--- LISTED RECORDS Enclosed Below ---

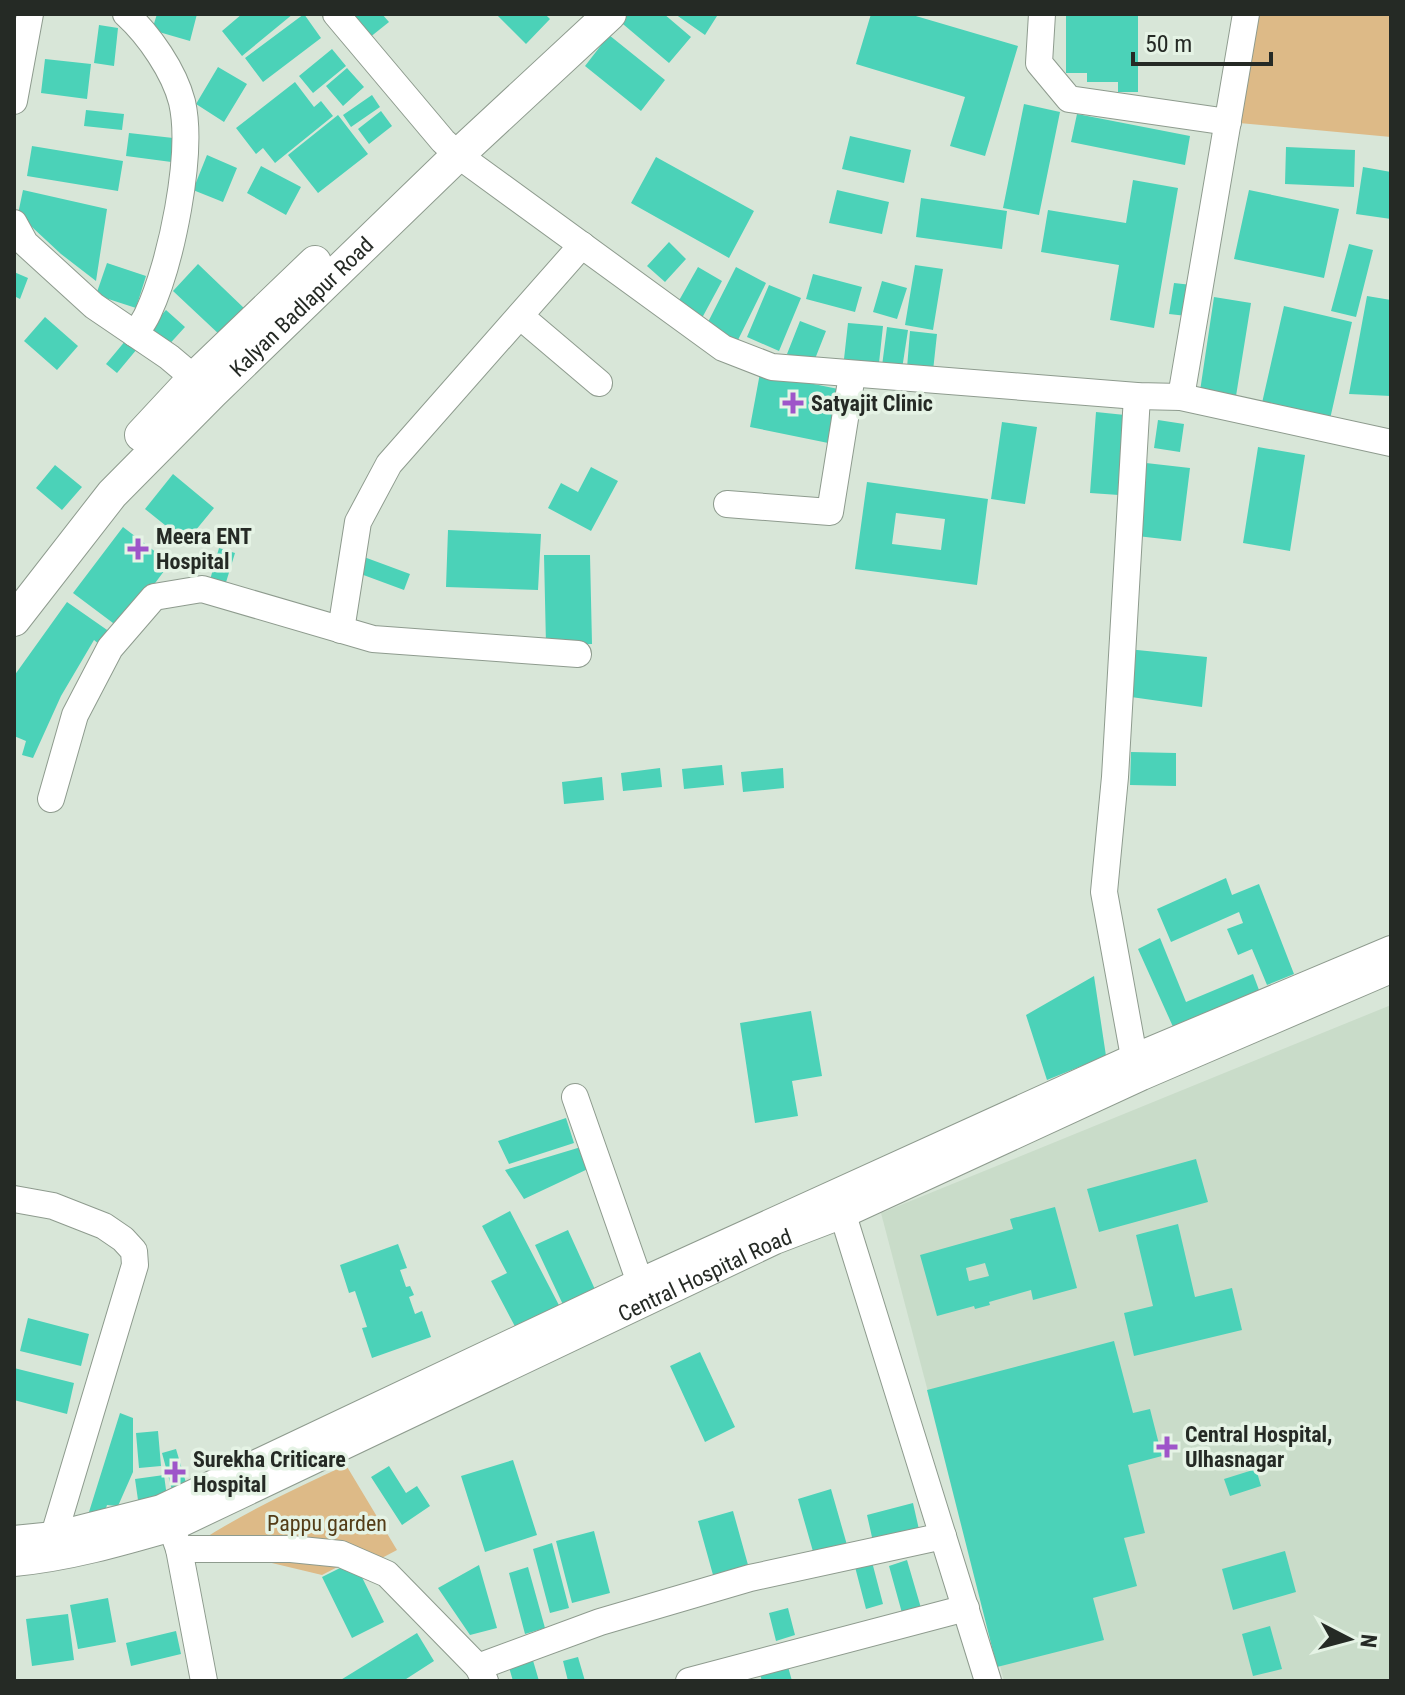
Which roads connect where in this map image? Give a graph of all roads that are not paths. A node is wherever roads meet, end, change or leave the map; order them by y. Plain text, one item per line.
1 (30, 14) edge
2 (126, 14) edge
3 (336, 14) edge
4 (579, 14) edge
5 (610, 14) edge
6 (1042, 14) edge
7 (1246, 14) edge
8 (14, 101) edge
9 (1228, 122) junction
10 (450, 148) junction
11 (14, 223) edge
12 (582, 245) junction
13 (520, 316) junction
14 (135, 334) junction
15 (852, 375) junction
16 (599, 383) dead end
17 (203, 385) junction
18 (1137, 396) junction
19 (1181, 397) junction
20 (1391, 443) edge
21 (727, 504) dead end
22 (14, 583) edge
23 (14, 620) edge
24 (341, 630) junction
25 (578, 654) dead end
26 (51, 799) dead end
27 (1391, 949) edge
28 (1391, 970) edge
29 (1138, 1067) junction
30 (575, 1097) dead end
31 (14, 1199) edge
32 (838, 1204) junction
33 (643, 1292) junction
34 (171, 1528) junction
35 (54, 1535) junction
36 (943, 1536) junction
37 (14, 1539) edge
38 (14, 1563) edge
39 (966, 1608) junction
40 (481, 1674) edge
41 (204, 1681) edge
42 (689, 1681) edge
43 (988, 1681) edge

1 - 8 street
2 - 14 street
3 - 10 street
4 - 10 main road, Kalyan Badlapur Road
5 - 10 main road, Kalyan Badlapur Road
6 - 9 street
7 - 9 street
9 - 19 street
10 - 12 street
10 - 17 main road, Kalyan Badlapur Road
11 - 14 street
12 - 13 street
12 - 15 street
13 - 16 street
13 - 24 street
14 - 17 street
15 - 18 street
15 - 21 street
17 - 22 main road, Kalyan Badlapur Road
17 - 23 main road, Kalyan Badlapur Road
18 - 19 street
18 - 29 street
19 - 20 street
24 - 25 street
24 - 26 street
27 - 29 street, Central Hospital Road
28 - 29 street, Central Hospital Road
29 - 32 street, Central Hospital Road
30 - 33 street
31 - 35 street
32 - 33 street, Central Hospital Road
32 - 36 street
33 - 34 street, Central Hospital Road
34 - 35 street, Central Hospital Road
34 - 38 street, Central Hospital Road
34 - 40 street
34 - 41 street
35 - 37 street, Central Hospital Road
36 - 39 street
36 - 40 street
39 - 42 street
39 - 43 street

--- End of Enclosed LISTED RECORDS ---

§ **ACTIVITY**: Your reply is the full set of entries reproduced exactly, with images omitted.

§ **SOLUTION**:
Which roads connect where in this map image? Give a graph of all roads that are not paths. A node is wherever roads meet, end, change or leave the map; order them by y. Plain text, one item per line.
1 (30, 14) edge
2 (126, 14) edge
3 (336, 14) edge
4 (579, 14) edge
5 (610, 14) edge
6 (1042, 14) edge
7 (1246, 14) edge
8 (14, 101) edge
9 (1228, 122) junction
10 (450, 148) junction
11 (14, 223) edge
12 (582, 245) junction
13 (520, 316) junction
14 (135, 334) junction
15 (852, 375) junction
16 (599, 383) dead end
17 (203, 385) junction
18 (1137, 396) junction
19 (1181, 397) junction
20 (1391, 443) edge
21 (727, 504) dead end
22 (14, 583) edge
23 (14, 620) edge
24 (341, 630) junction
25 (578, 654) dead end
26 (51, 799) dead end
27 (1391, 949) edge
28 (1391, 970) edge
29 (1138, 1067) junction
30 (575, 1097) dead end
31 (14, 1199) edge
32 (838, 1204) junction
33 (643, 1292) junction
34 (171, 1528) junction
35 (54, 1535) junction
36 (943, 1536) junction
37 (14, 1539) edge
38 (14, 1563) edge
39 (966, 1608) junction
40 (481, 1674) edge
41 (204, 1681) edge
42 (689, 1681) edge
43 (988, 1681) edge

1 - 8 street
2 - 14 street
3 - 10 street
4 - 10 main road, Kalyan Badlapur Road
5 - 10 main road, Kalyan Badlapur Road
6 - 9 street
7 - 9 street
9 - 19 street
10 - 12 street
10 - 17 main road, Kalyan Badlapur Road
11 - 14 street
12 - 13 street
12 - 15 street
13 - 16 street
13 - 24 street
14 - 17 street
15 - 18 street
15 - 21 street
17 - 22 main road, Kalyan Badlapur Road
17 - 23 main road, Kalyan Badlapur Road
18 - 19 street
18 - 29 street
19 - 20 street
24 - 25 street
24 - 26 street
27 - 29 street, Central Hospital Road
28 - 29 street, Central Hospital Road
29 - 32 street, Central Hospital Road
30 - 33 street
31 - 35 street
32 - 33 street, Central Hospital Road
32 - 36 street
33 - 34 street, Central Hospital Road
34 - 35 street, Central Hospital Road
34 - 38 street, Central Hospital Road
34 - 40 street
34 - 41 street
35 - 37 street, Central Hospital Road
36 - 39 street
36 - 40 street
39 - 42 street
39 - 43 street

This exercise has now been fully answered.